Intracellular Ca2+ does not only play a crucial role in the physiological interaction between the Ca2+ channels and Ca2+ activated K+ channels, it also serves as an important cellular messenger in signaling pathways. Therefore, accurate representation of intracellular calcium concentration is required in biophysically plausible models. Most commonly, intracellular calcium is modeled in morphologically realistic neuron models using single [1–3] or double exponential decaying pools [4] where Ca2+ concentration is computed in a submembrane shell only. These models are rather insensitive to the diameter of a compartment but fail to simulate interaction between Ca2+ channels and Ca2+ activated K channels occurring at multiple time scales. A more comprehensive and biophysically realistic solution is to use a detailed calcium dynamics model [5, 6] with buffers, pump and diffusion. When we used detailed Ca2+ dynamics model with a detailed morphology of a Purkinje cell, we discovered large gradients of Ca2+ levels in neighboring segments with different diameters even in the present of lateral diffusion. The peak Ca2+ concentration showed a close to linear inverse relationship to diameter of the compartment. We deem such pronounced gradients of Ca2+ as unphysiological and suggest that there should be a regulatory mechanism to compensate the effect of local dendritic geometry on buffered calcium transients.

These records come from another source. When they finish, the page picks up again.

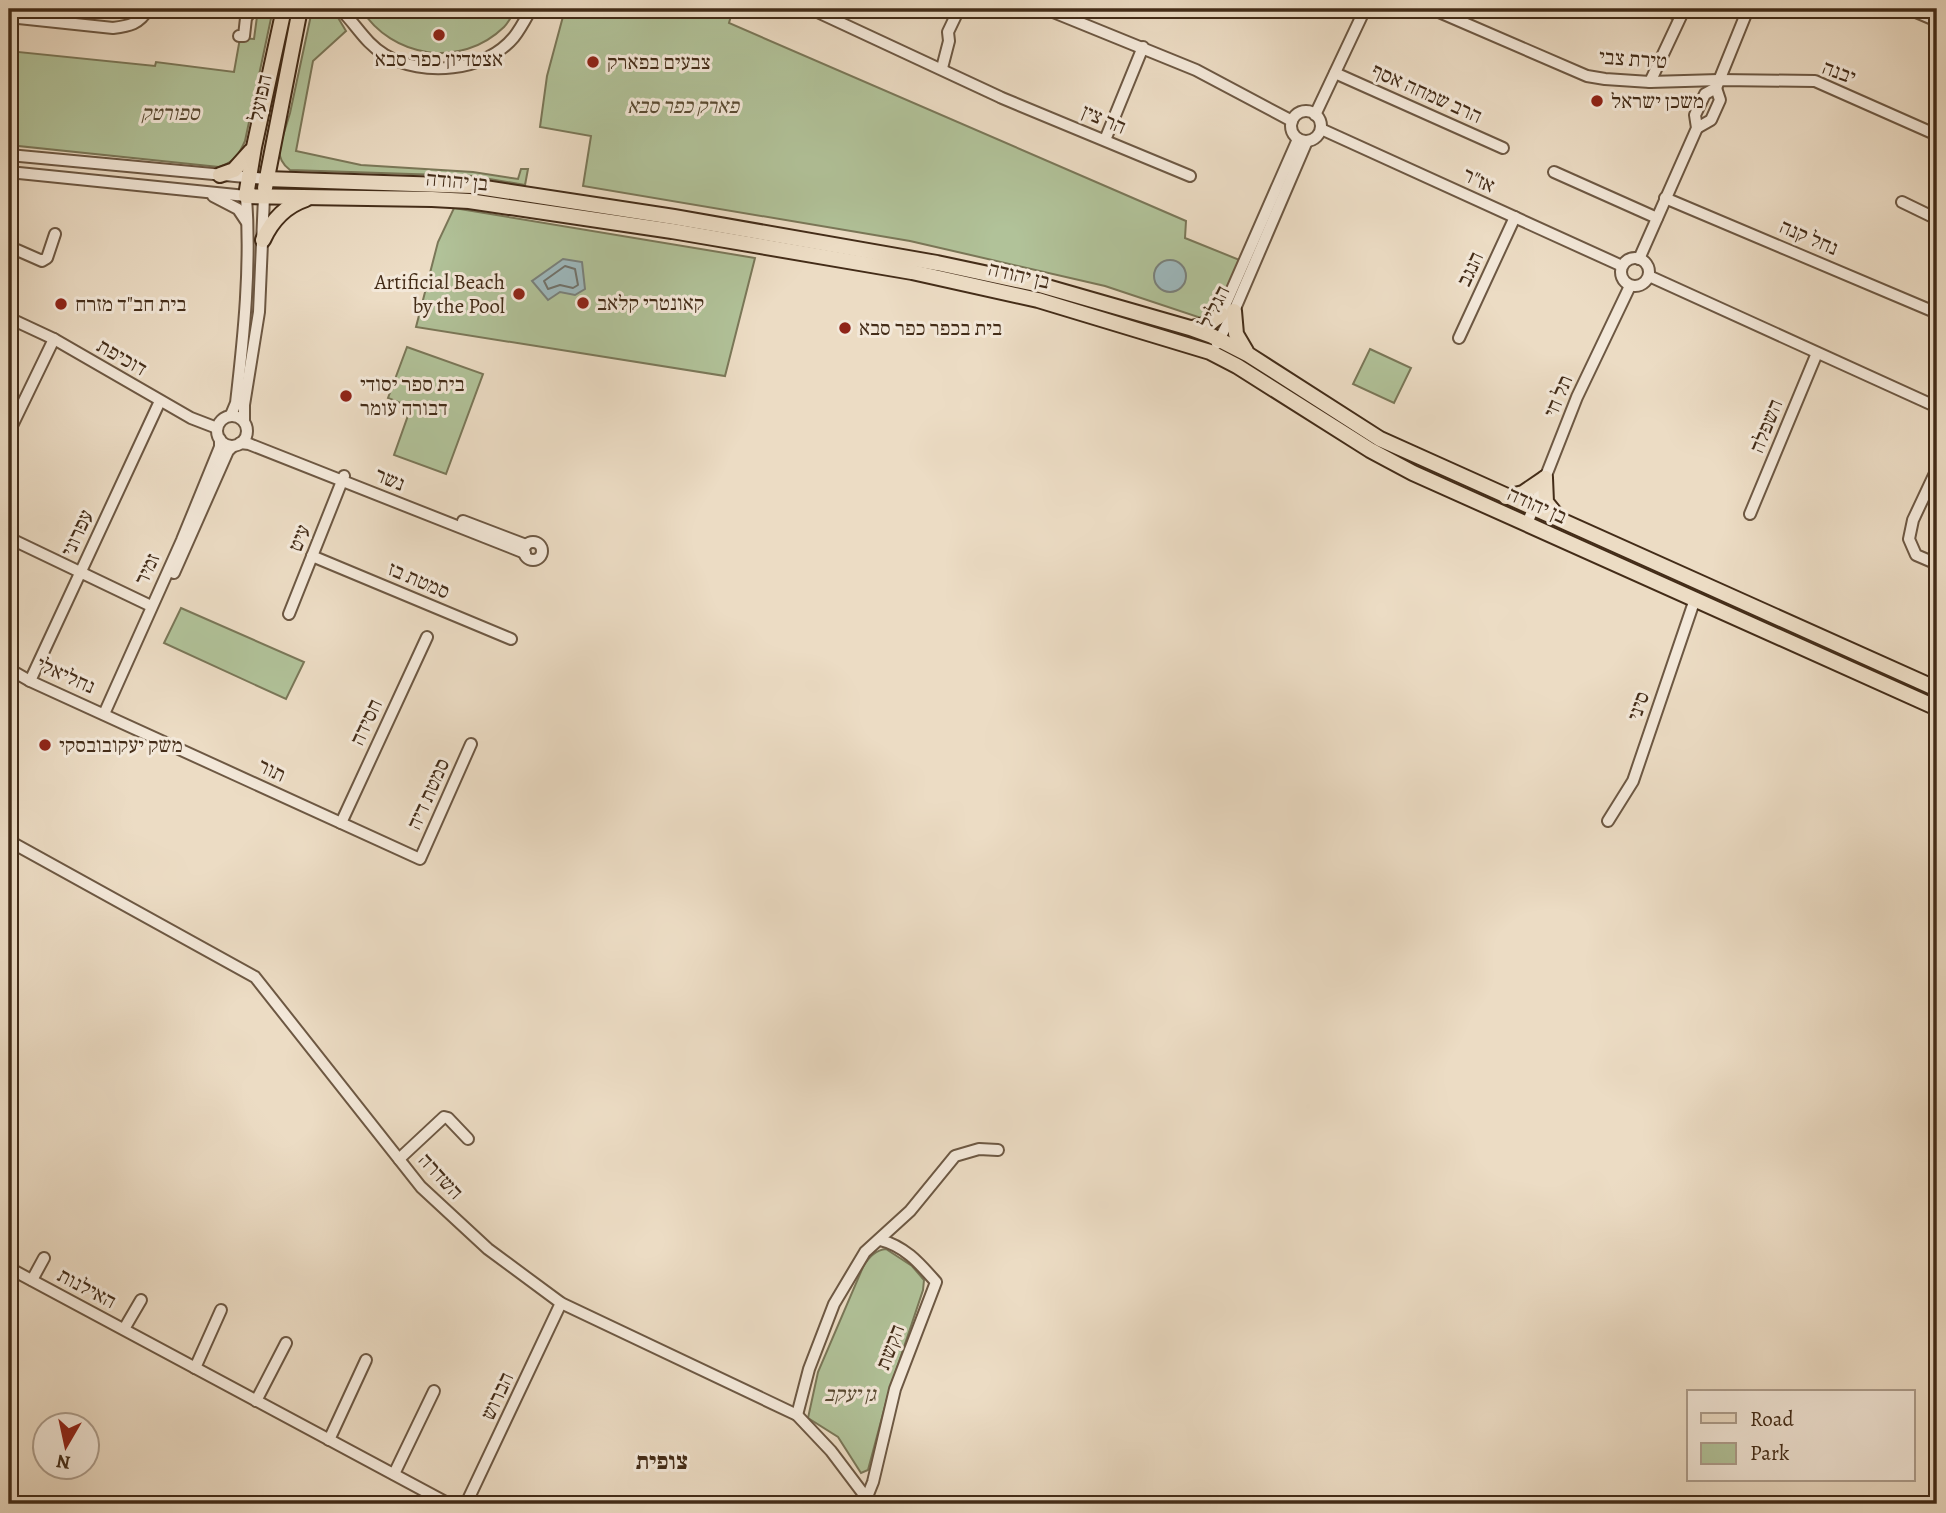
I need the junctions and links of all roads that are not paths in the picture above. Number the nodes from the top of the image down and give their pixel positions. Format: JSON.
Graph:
{"nodes":[{"id":1,"x":148,"y":9,"type":"edge"},
{"id":2,"x":253,"y":9,"type":"edge"},
{"id":3,"x":284,"y":9,"type":"edge"},
{"id":4,"x":300,"y":9,"type":"edge"},
{"id":5,"x":305,"y":9,"type":"edge"},
{"id":6,"x":531,"y":9,"type":"edge"},
{"id":7,"x":811,"y":9,"type":"edge"},
{"id":8,"x":959,"y":9,"type":"edge"},
{"id":9,"x":1046,"y":9,"type":"edge"},
{"id":10,"x":1365,"y":9,"type":"edge"},
{"id":11,"x":1432,"y":9,"type":"edge"},
{"id":12,"x":1664,"y":9,"type":"edge"},
{"id":13,"x":1748,"y":9,"type":"edge"},
{"id":14,"x":1909,"y":9,"type":"edge"},
{"id":15,"x":343,"y":10,"type":"edge"},
{"id":16,"x":45,"y":14,"type":"edge"},
{"id":17,"x":9,"y":17,"type":"edge"},
{"id":18,"x":1937,"y":21,"type":"edge"},
{"id":19,"x":296,"y":30,"type":"junction"},
{"id":20,"x":239,"y":36,"type":"dead end"},
{"id":21,"x":1143,"y":47,"type":"junction"},
{"id":22,"x":942,"y":68,"type":"junction"},
{"id":23,"x":1335,"y":73,"type":"junction"},
{"id":24,"x":1650,"y":82,"type":"junction"},
{"id":25,"x":1718,"y":84,"type":"junction"},
{"id":26,"x":1315,"y":115,"type":"junction"},
{"id":27,"x":1293,"y":121,"type":"junction"},
{"id":28,"x":1696,"y":128,"type":"junction"},
{"id":29,"x":1321,"y":129,"type":"junction"},
{"id":30,"x":1937,"y":135,"type":"edge"},
{"id":31,"x":1105,"y":140,"type":"junction"},
{"id":32,"x":1303,"y":140,"type":"junction"},
{"id":33,"x":254,"y":147,"type":"junction"},
{"id":34,"x":1503,"y":148,"type":"dead end"},
{"id":35,"x":270,"y":153,"type":"junction"},
{"id":36,"x":9,"y":155,"type":"edge"},
{"id":37,"x":9,"y":172,"type":"edge"},
{"id":38,"x":1555,"y":172,"type":"dead end"},
{"id":39,"x":220,"y":175,"type":"junction"},
{"id":40,"x":1190,"y":176,"type":"dead end"},
{"id":41,"x":248,"y":178,"type":"junction"},
{"id":42,"x":266,"y":180,"type":"junction"},
{"id":43,"x":308,"y":181,"type":"junction"},
{"id":44,"x":197,"y":190,"type":"junction"},
{"id":45,"x":246,"y":196,"type":"junction"},
{"id":46,"x":264,"y":197,"type":"junction"},
{"id":47,"x":310,"y":197,"type":"junction"},
{"id":48,"x":1665,"y":198,"type":"junction"},
{"id":49,"x":1902,"y":202,"type":"dead end"},
{"id":50,"x":1515,"y":217,"type":"junction"},
{"id":51,"x":1657,"y":218,"type":"junction"},
{"id":52,"x":1937,"y":219,"type":"edge"},
{"id":53,"x":248,"y":224,"type":"junction"},
{"id":54,"x":55,"y":234,"type":"dead end"},
{"id":55,"x":263,"y":240,"type":"junction"},
{"id":56,"x":9,"y":253,"type":"edge"},
{"id":57,"x":1639,"y":259,"type":"junction"},
{"id":58,"x":1622,"y":266,"type":"junction"},
{"id":59,"x":1649,"y":276,"type":"junction"},
{"id":60,"x":1630,"y":286,"type":"junction"},
{"id":61,"x":1228,"y":312,"type":"junction"},
{"id":62,"x":1937,"y":313,"type":"edge"},
{"id":63,"x":9,"y":318,"type":"edge"},
{"id":64,"x":1190,"y":328,"type":"junction"},
{"id":65,"x":1216,"y":338,"type":"junction"},
{"id":66,"x":1459,"y":338,"type":"dead end"},
{"id":67,"x":54,"y":339,"type":"junction"},
{"id":68,"x":1210,"y":352,"type":"junction"},
{"id":69,"x":1817,"y":352,"type":"junction"},
{"id":70,"x":1249,"y":355,"type":"junction"},
{"id":71,"x":160,"y":401,"type":"junction"},
{"id":72,"x":1937,"y":407,"type":"edge"},
{"id":73,"x":231,"y":415,"type":"junction"},
{"id":74,"x":244,"y":421,"type":"junction"},
{"id":75,"x":9,"y":432,"type":"edge"},
{"id":76,"x":247,"y":433,"type":"junction"},
{"id":77,"x":218,"y":434,"type":"junction"},
{"id":78,"x":237,"y":444,"type":"junction"},
{"id":79,"x":1937,"y":469,"type":"edge"},
{"id":80,"x":1545,"y":478,"type":"junction"},
{"id":81,"x":343,"y":479,"type":"junction"},
{"id":82,"x":1506,"y":497,"type":"junction"},
{"id":83,"x":1533,"y":509,"type":"junction"},
{"id":84,"x":1750,"y":514,"type":"dead end"},
{"id":85,"x":1563,"y":522,"type":"junction"},
{"id":86,"x":1527,"y":524,"type":"junction"},
{"id":87,"x":9,"y":538,"type":"edge"},
{"id":88,"x":525,"y":549,"type":"dead end"},
{"id":89,"x":312,"y":556,"type":"junction"},
{"id":90,"x":1937,"y":564,"type":"edge"},
{"id":91,"x":80,"y":572,"type":"junction"},
{"id":92,"x":1695,"y":600,"type":"junction"},
{"id":93,"x":152,"y":606,"type":"junction"},
{"id":94,"x":289,"y":614,"type":"dead end"},
{"id":95,"x":427,"y":637,"type":"dead end"},
{"id":96,"x":511,"y":639,"type":"dead end"},
{"id":97,"x":9,"y":669,"type":"edge"},
{"id":98,"x":30,"y":681,"type":"junction"},
{"id":99,"x":1937,"y":689,"type":"edge"},
{"id":100,"x":1937,"y":708,"type":"edge"},
{"id":101,"x":106,"y":715,"type":"junction"},
{"id":102,"x":471,"y":744,"type":"dead end"},
{"id":103,"x":1608,"y":821,"type":"dead end"},
{"id":104,"x":341,"y":823,"type":"junction"},
{"id":105,"x":9,"y":841,"type":"edge"},
{"id":106,"x":420,"y":859,"type":"joint"},
{"id":107,"x":468,"y":1139,"type":"dead end"},
{"id":108,"x":998,"y":1150,"type":"dead end"},
{"id":109,"x":399,"y":1159,"type":"junction"},
{"id":110,"x":880,"y":1240,"type":"junction"},
{"id":111,"x":44,"y":1258,"type":"dead end"},
{"id":112,"x":9,"y":1268,"type":"edge"},
{"id":113,"x":32,"y":1280,"type":"junction"},
{"id":114,"x":141,"y":1300,"type":"dead end"},
{"id":115,"x":561,"y":1303,"type":"junction"},
{"id":116,"x":221,"y":1310,"type":"dead end"},
{"id":117,"x":124,"y":1329,"type":"junction"},
{"id":118,"x":286,"y":1343,"type":"dead end"},
{"id":119,"x":366,"y":1360,"type":"dead end"},
{"id":120,"x":195,"y":1368,"type":"junction"},
{"id":121,"x":434,"y":1391,"type":"dead end"},
{"id":122,"x":256,"y":1401,"type":"junction"},
{"id":123,"x":797,"y":1415,"type":"junction"},
{"id":124,"x":329,"y":1440,"type":"junction"},
{"id":125,"x":394,"y":1474,"type":"junction"},
{"id":126,"x":869,"y":1501,"type":"edge"},
{"id":127,"x":449,"y":1504,"type":"edge"},
{"id":128,"x":466,"y":1504,"type":"edge"}],
"edges":[{"from":1,"to":16,"type":"street"},
{"from":2,"to":20,"type":"street"},
{"from":3,"to":33,"type":"main road","name":"הפועל"},
{"from":4,"to":19,"type":"main road","name":"הפועל"},
{"from":5,"to":19,"type":"street"},
{"from":6,"to":15,"type":"street"},
{"from":7,"to":22,"type":"street","name":"הר צין"},
{"from":8,"to":22,"type":"street"},
{"from":9,"to":21,"type":"street"},
{"from":10,"to":23,"type":"street"},
{"from":11,"to":24,"type":"street","name":"טירת צבי"},
{"from":12,"to":24,"type":"street"},
{"from":13,"to":25,"type":"street"},
{"from":14,"to":18,"type":"street"},
{"from":16,"to":17,"type":"street"},
{"from":19,"to":35,"type":"main road","name":"הפועל"},
{"from":21,"to":27,"type":"street"},
{"from":21,"to":31,"type":"street"},
{"from":22,"to":31,"type":"street","name":"הר צין"},
{"from":23,"to":26,"type":"street"},
{"from":23,"to":34,"type":"street","name":"הרב שמחה אסף"},
{"from":24,"to":25,"type":"street","name":"טירת צבי"},
{"from":25,"to":28,"type":"street"},
{"from":25,"to":28,"type":"street"},
{"from":25,"to":30,"type":"street","name":"יבנה"},
{"from":26,"to":27,"type":"street"},
{"from":26,"to":29,"type":"street"},
{"from":27,"to":32,"type":"street"},
{"from":28,"to":48,"type":"street"},
{"from":29,"to":32,"type":"street"},
{"from":29,"to":50,"type":"street","name":"אז\"ר"},
{"from":31,"to":40,"type":"street","name":"הר צין"},
{"from":32,"to":61,"type":"street","name":"הגליל"},
{"from":33,"to":39,"type":"main road"},
{"from":33,"to":41,"type":"main road","name":"הפועל"},
{"from":35,"to":42,"type":"main road","name":"הפועל"},
{"from":35,"to":43,"type":"main road"},
{"from":36,"to":39,"type":"street","name":"בן יהודה"},
{"from":37,"to":44,"type":"street","name":"בן יהודה"},
{"from":38,"to":51,"type":"street"},
{"from":39,"to":41,"type":"street","name":"בן יהודה"},
{"from":41,"to":42,"type":"street","name":"בן יהודה"},
{"from":41,"to":45,"type":"main road","name":"הפועל"},
{"from":42,"to":43,"type":"main road","name":"בן יהודה"},
{"from":42,"to":46,"type":"main road","name":"הפועל"},
{"from":43,"to":64,"type":"main road","name":"בן יהודה"},
{"from":44,"to":45,"type":"street","name":"בן יהודה"},
{"from":44,"to":53,"type":"street"},
{"from":45,"to":46,"type":"main road","name":"בן יהודה"},
{"from":45,"to":53,"type":"street"},
{"from":46,"to":47,"type":"main road","name":"בן יהודה"},
{"from":46,"to":55,"type":"street"},
{"from":47,"to":55,"type":"main road"},
{"from":47,"to":68,"type":"main road","name":"בן יהודה"},
{"from":48,"to":51,"type":"street"},
{"from":48,"to":62,"type":"street","name":"נחל קנה"},
{"from":49,"to":52,"type":"street"},
{"from":50,"to":58,"type":"street","name":"אז\"ר"},
{"from":50,"to":66,"type":"street","name":"הנגב"},
{"from":51,"to":57,"type":"street"},
{"from":53,"to":73,"type":"street"},
{"from":54,"to":56,"type":"street"},
{"from":55,"to":74,"type":"street"},
{"from":57,"to":58,"type":"street"},
{"from":57,"to":59,"type":"street"},
{"from":58,"to":60,"type":"street"},
{"from":59,"to":60,"type":"street"},
{"from":59,"to":69,"type":"street"},
{"from":60,"to":80,"type":"street","name":"תל חי"},
{"from":61,"to":64,"type":"main road"},
{"from":61,"to":65,"type":"street","name":"הגליל"},
{"from":61,"to":70,"type":"main road"},
{"from":63,"to":67,"type":"street","name":"דוכיפת"},
{"from":64,"to":65,"type":"main road","name":"בן יהודה"},
{"from":65,"to":68,"type":"street","name":"הגליל"},
{"from":65,"to":70,"type":"main road","name":"בן יהודה"},
{"from":67,"to":71,"type":"street","name":"דוכיפת"},
{"from":67,"to":75,"type":"street"},
{"from":68,"to":86,"type":"main road","name":"בן יהודה"},
{"from":69,"to":72,"type":"street"},
{"from":69,"to":84,"type":"street","name":"השפלה"},
{"from":70,"to":82,"type":"main road","name":"בן יהודה"},
{"from":71,"to":77,"type":"street","name":"דוכיפת"},
{"from":71,"to":91,"type":"street","name":"עפרוני"},
{"from":73,"to":74,"type":"street"},
{"from":73,"to":77,"type":"street"},
{"from":74,"to":76,"type":"street"},
{"from":76,"to":78,"type":"street"},
{"from":76,"to":81,"type":"street","name":"נשר"},
{"from":77,"to":78,"type":"street"},
{"from":77,"to":93,"type":"street","name":"זמיר"},
{"from":78,"to":81,"type":"street","name":"נשר"},
{"from":78,"to":101,"type":"street","name":"זמיר"},
{"from":79,"to":90,"type":"street"},
{"from":80,"to":82,"type":"main road"},
{"from":80,"to":83,"type":"street","name":"תל חי"},
{"from":80,"to":85,"type":"main road"},
{"from":81,"to":88,"type":"street","name":"נשר"},
{"from":81,"to":89,"type":"street","name":"עיט"},
{"from":82,"to":83,"type":"main road","name":"בן יהודה"},
{"from":83,"to":85,"type":"main road","name":"בן יהודה"},
{"from":83,"to":86,"type":"street","name":"תל חי"},
{"from":85,"to":99,"type":"main road","name":"בן יהודה"},
{"from":86,"to":92,"type":"main road","name":"בן יהודה"},
{"from":87,"to":91,"type":"street"},
{"from":89,"to":94,"type":"street","name":"עיט"},
{"from":89,"to":96,"type":"street","name":"סמטת בז"},
{"from":91,"to":93,"type":"street"},
{"from":91,"to":98,"type":"street","name":"עפרוני"},
{"from":92,"to":100,"type":"main road","name":"בן יהודה"},
{"from":92,"to":103,"type":"street","name":"סיני"},
{"from":93,"to":101,"type":"street","name":"זמיר"},
{"from":95,"to":104,"type":"street","name":"חסידה"},
{"from":97,"to":98,"type":"street","name":"נחליאלי"},
{"from":98,"to":101,"type":"street","name":"נחליאלי"},
{"from":101,"to":104,"type":"street","name":"תור"},
{"from":102,"to":106,"type":"street","name":"סמטת דיה"},
{"from":104,"to":106,"type":"street","name":"תור"},
{"from":105,"to":109,"type":"street","name":"השדרה"},
{"from":107,"to":109,"type":"street"},
{"from":108,"to":110,"type":"street"},
{"from":109,"to":115,"type":"street","name":"השדרה"},
{"from":110,"to":123,"type":"street"},
{"from":110,"to":126,"type":"street","name":"הקשת"},
{"from":111,"to":113,"type":"street","name":"האילנות"},
{"from":112,"to":113,"type":"street","name":"האילנות"},
{"from":113,"to":117,"type":"street","name":"האילנות"},
{"from":114,"to":117,"type":"street","name":"האילנות"},
{"from":115,"to":123,"type":"street","name":"השדרה"},
{"from":115,"to":128,"type":"street","name":"הברוש"},
{"from":116,"to":120,"type":"street"},
{"from":117,"to":120,"type":"street","name":"האילנות"},
{"from":118,"to":122,"type":"street"},
{"from":119,"to":124,"type":"street"},
{"from":120,"to":122,"type":"street","name":"האילנות"},
{"from":121,"to":125,"type":"street"},
{"from":122,"to":124,"type":"street","name":"האילנות"},
{"from":123,"to":126,"type":"street","name":"השדרה"},
{"from":124,"to":125,"type":"street","name":"האילנות"},
{"from":125,"to":127,"type":"street","name":"האילנות"}]}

In this study, we used a detailed calcium dynamics model [6] in a piece of dendrite where diameters of segments were varied to study different combinations of diameter changes (small to large variation). All the simulations were run using STEPS [7] with a fine resolution mesh to allow accurate modeling of diffusion.

Assuming a uniform calcium channel density for influx and uniformly distributed calcium buffers and pumps, difference in diameters of segments gave rise to large gradients of calcium transients. We investigated several possible mechanisms that could compensate the effect of local dendritic geometry on gradients of intracellular levels. These regulatory mechanisms included scaling of channel densities, scaling of pump densities, scaling of buffer concentrations and subcellular localization of buffers. Further, we also investigated combination of these regulatory mechanisms to compensate for the differences in peak amplitudes of calcium transients.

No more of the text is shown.